Professional Data Engineer on Google Cloud Platform
14%
278 QUESTIONS AS TOTAL
Question 31
You need to set access to BigQuery for different departments within your company. Your solution should comply with the following requirements:
- Each department should have access only to their data.
- Each department will have one or more leads who need to be able to create and update tables and provide them to their team.
- Each department has data analysts who need to be able to query but not modify data.
How should you set access to the data in BigQuery?
Create a dataset for each department. Assign the department leads the role of OWNER, and assign the data analysts the role of WRITER on their dataset.
Create a dataset for each department. Assign the department leads the role of WRITER, and assign the data analysts the role of READER on their dataset.
Create a table for each department. Assign the department leads the role of Owner, and assign the data analysts the role of Editor on the project the table is in.
Create a table for each department. Assign the department leads the role of Editor, and assign the data analysts the role of Viewer on the project the table is in.
Answer is Create a dataset for each department. Assign the department leads the role of WRITER, and assign the data analysts the role of READER on their dataset.
The permissions are required at dataset levels hence READER, WRITER & OWNER which are the primitive roles for dataset to be used.
You decided to use Cloud Datastore to ingest vehicle telemetry data in real time. You want to build a storage system that will account for the long-term data growth, while keeping the costs low. You also want to create snapshots of the data periodically, so that you can make a point-in-time (PIT) recovery, or clone a copy of the data for Cloud Datastore in a different environment. You want to archive these snapshots for a long time.
Which two methods can accomplish this?
(Choose two.)
Use managed export, and store the data in a Cloud Storage bucket using Nearline or Coldline class.
Use managed export, and then import to Cloud Datastore in a separate project under a unique namespace reserved for that export.
Use managed export, and then import the data into a BigQuery table created just for that export, and delete temporary export files.
Write an application that uses Cloud Datastore client libraries to read all the entities.
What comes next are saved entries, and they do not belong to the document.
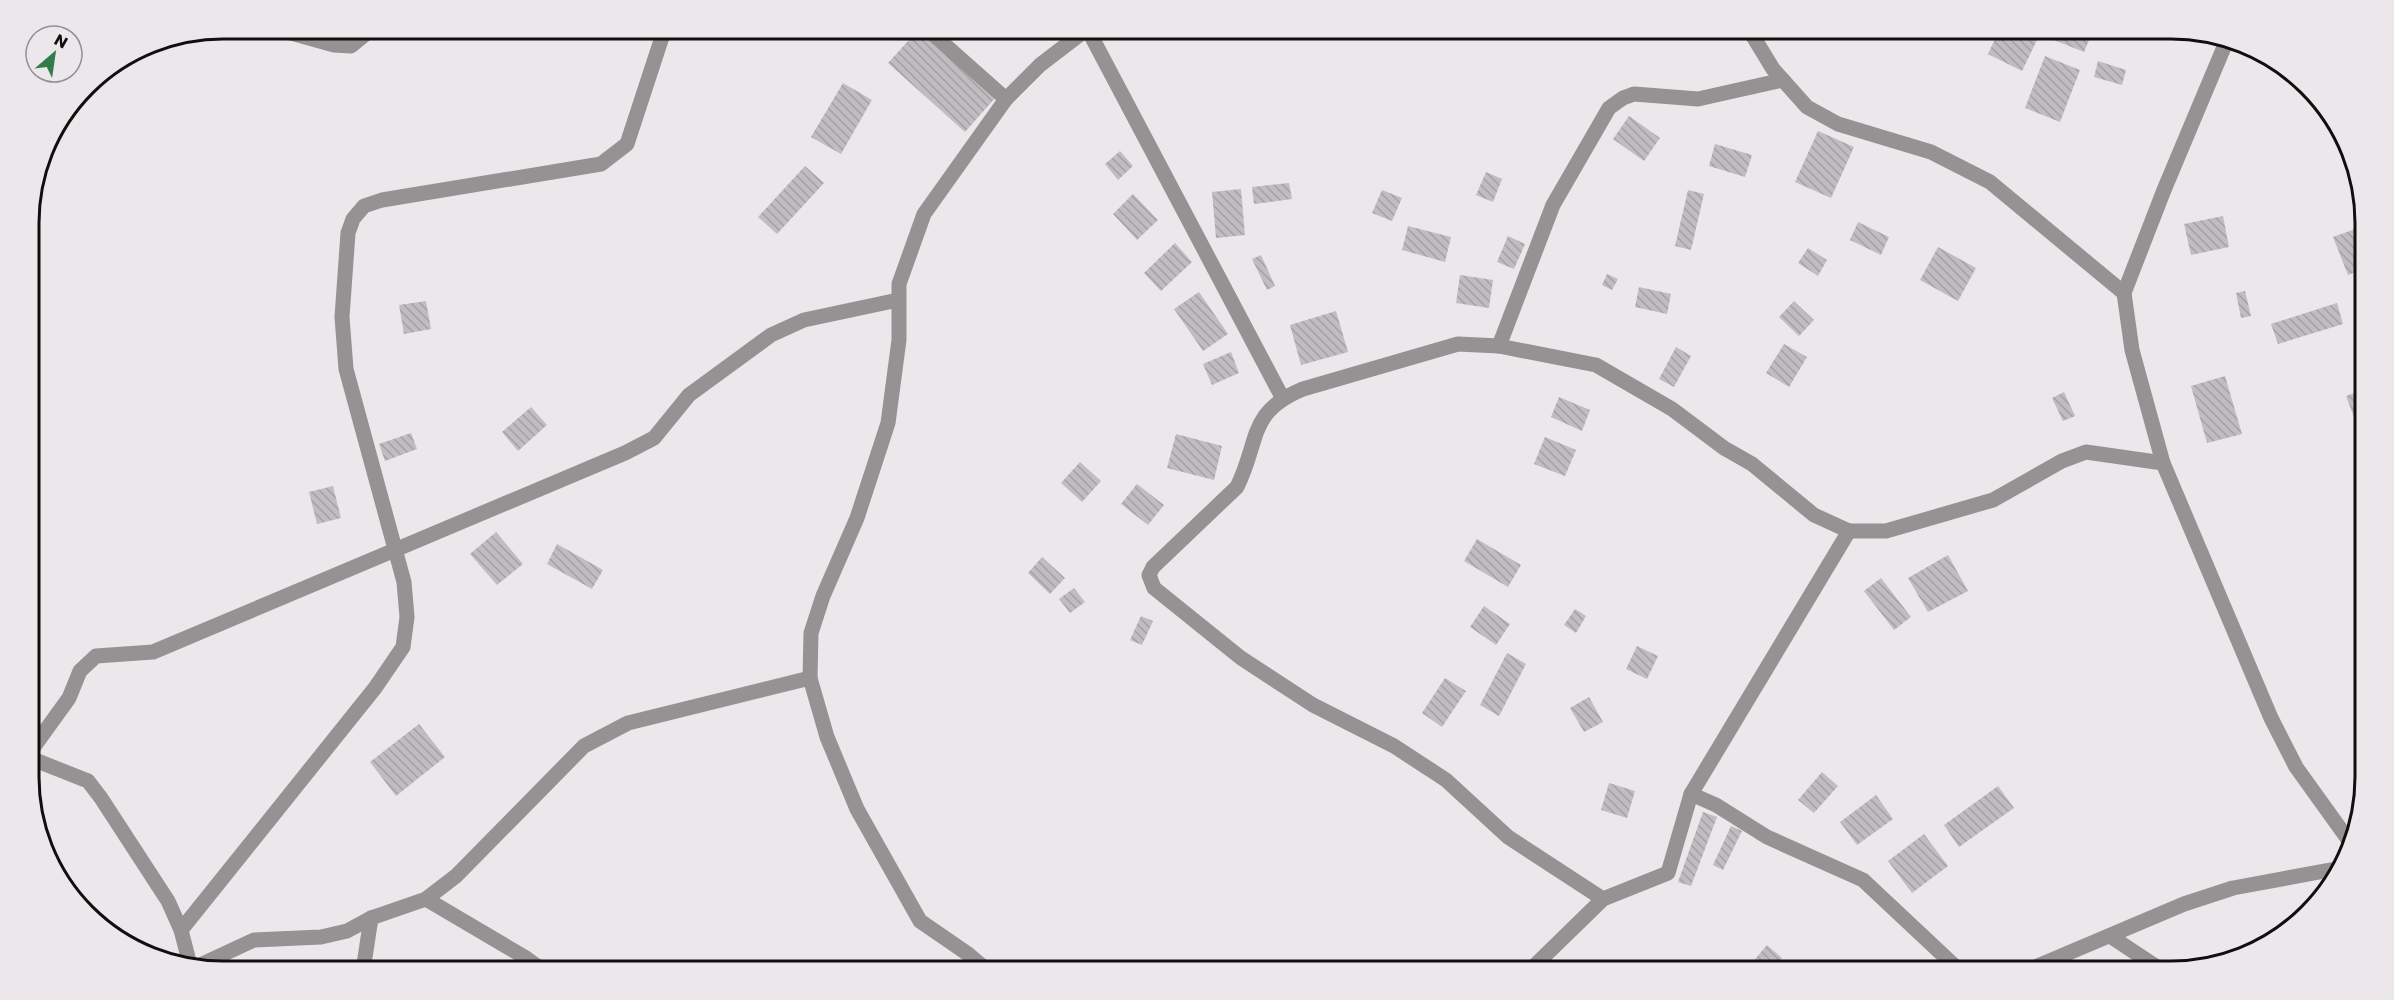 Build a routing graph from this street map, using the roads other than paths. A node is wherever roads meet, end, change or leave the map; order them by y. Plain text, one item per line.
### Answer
1 (312, 39) edge
2 (360, 39) edge
3 (661, 39) edge
4 (938, 39) edge
5 (1074, 39) edge
6 (1092, 39) edge
7 (1755, 39) edge
8 (2224, 47) edge
9 (1783, 80) junction
10 (1006, 99) junction
11 (2124, 293) junction
12 (898, 300) junction
13 (1498, 346) junction
14 (1282, 397) junction
15 (2163, 463) junction
16 (1849, 531) junction
17 (396, 550) junction
18 (810, 678) junction
19 (39, 740) edge
20 (39, 762) edge
21 (1691, 794) junction
22 (2345, 835) edge
23 (2329, 870) edge
24 (426, 899) junction
25 (1603, 899) junction
26 (371, 918) junction
27 (181, 930) junction
28 (2110, 936) junction
29 (188, 957) edge
30 (209, 961) edge
31 (365, 961) edge
32 (530, 961) edge
33 (976, 961) edge
34 (1539, 961) edge
35 (1949, 961) edge
36 (2050, 961) edge
37 (2148, 961) edge

1 - 2 street
3 - 17 street
4 - 10 street
5 - 10 street
6 - 14 street
7 - 9 street
8 - 11 street
9 - 11 street
9 - 13 street
10 - 12 street
11 - 15 street
12 - 17 street
12 - 18 street
13 - 14 street
13 - 16 street
14 - 25 street
15 - 16 street
15 - 22 street
16 - 21 street
17 - 19 street
17 - 27 street
18 - 24 street
18 - 33 street
20 - 27 street
21 - 25 street
21 - 35 street
23 - 28 street
24 - 26 street
24 - 32 street
25 - 34 street
26 - 30 street
26 - 31 street
27 - 29 street
28 - 36 street
28 - 37 street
Treat each entity as a BigQuery table row via BigQuery streaming insert. Assign an export timestamp for each export, and attach it as an extra column for each row. Make sure that the BigQuery table is partitioned using the export timestamp column.
Write an application that uses Cloud Datastore client libraries to read all the entities. Format the exported data into a JSON file. Apply compression before storing the data in Cloud Source Repositories.
Answers are;
A. Use managed export, and store the data in a Cloud Storage bucket using Nearline or Coldline class.
B. Use managed export, and then import to Cloud Datastore in a separate project under a unique namespace reserved for that export.
You are designing a cloud-native historical data processing system to meet the following conditions:
- The data being analyzed is in CSV, Avro, and PDF formats and will be accessed by multiple analysis tools including Cloud Dataproc, BigQuery, and Compute Engine.
- A streaming data pipeline stores new data daily.
- Peformance is not a factor in the solution.
- The solution design should maximize availability.
How should you design data storage for this solution?
Create a Cloud Dataproc cluster with high availability. Store the data in HDFS, and peform analysis as needed.
Store the data in BigQuery. Access the data using the BigQuery Connector on Cloud Dataproc and Compute Engine.
Store the data in a regional Cloud Storage bucket. Access the bucket directly using Cloud Dataproc, BigQuery, and Compute Engine.
Store the data in a multi-regional Cloud Storage bucket. Access the data directly using Cloud Dataproc, BigQuery, and Compute Engine.
Answer is Store the data in a multi-regional Cloud Storage bucket. Access the data directly using Cloud Dataproc, BigQuery, and Compute Engine.
Multi-region increases high availability and pdf can be stored in gcs
Question 34
Your United States-based company has created an application for assessing and responding to user actions. The primary table's data volume grows by 250,000 records per second. Many third parties use your application's APIs to build the functionality into their own frontend applications. Your application's APIs should comply with the following requirements:
- Single global endpoint
- ANSI SQL support
- Consistent access to the most up-to-date data
What should you do?
Implement BigQuery with no region selected for storage or processing.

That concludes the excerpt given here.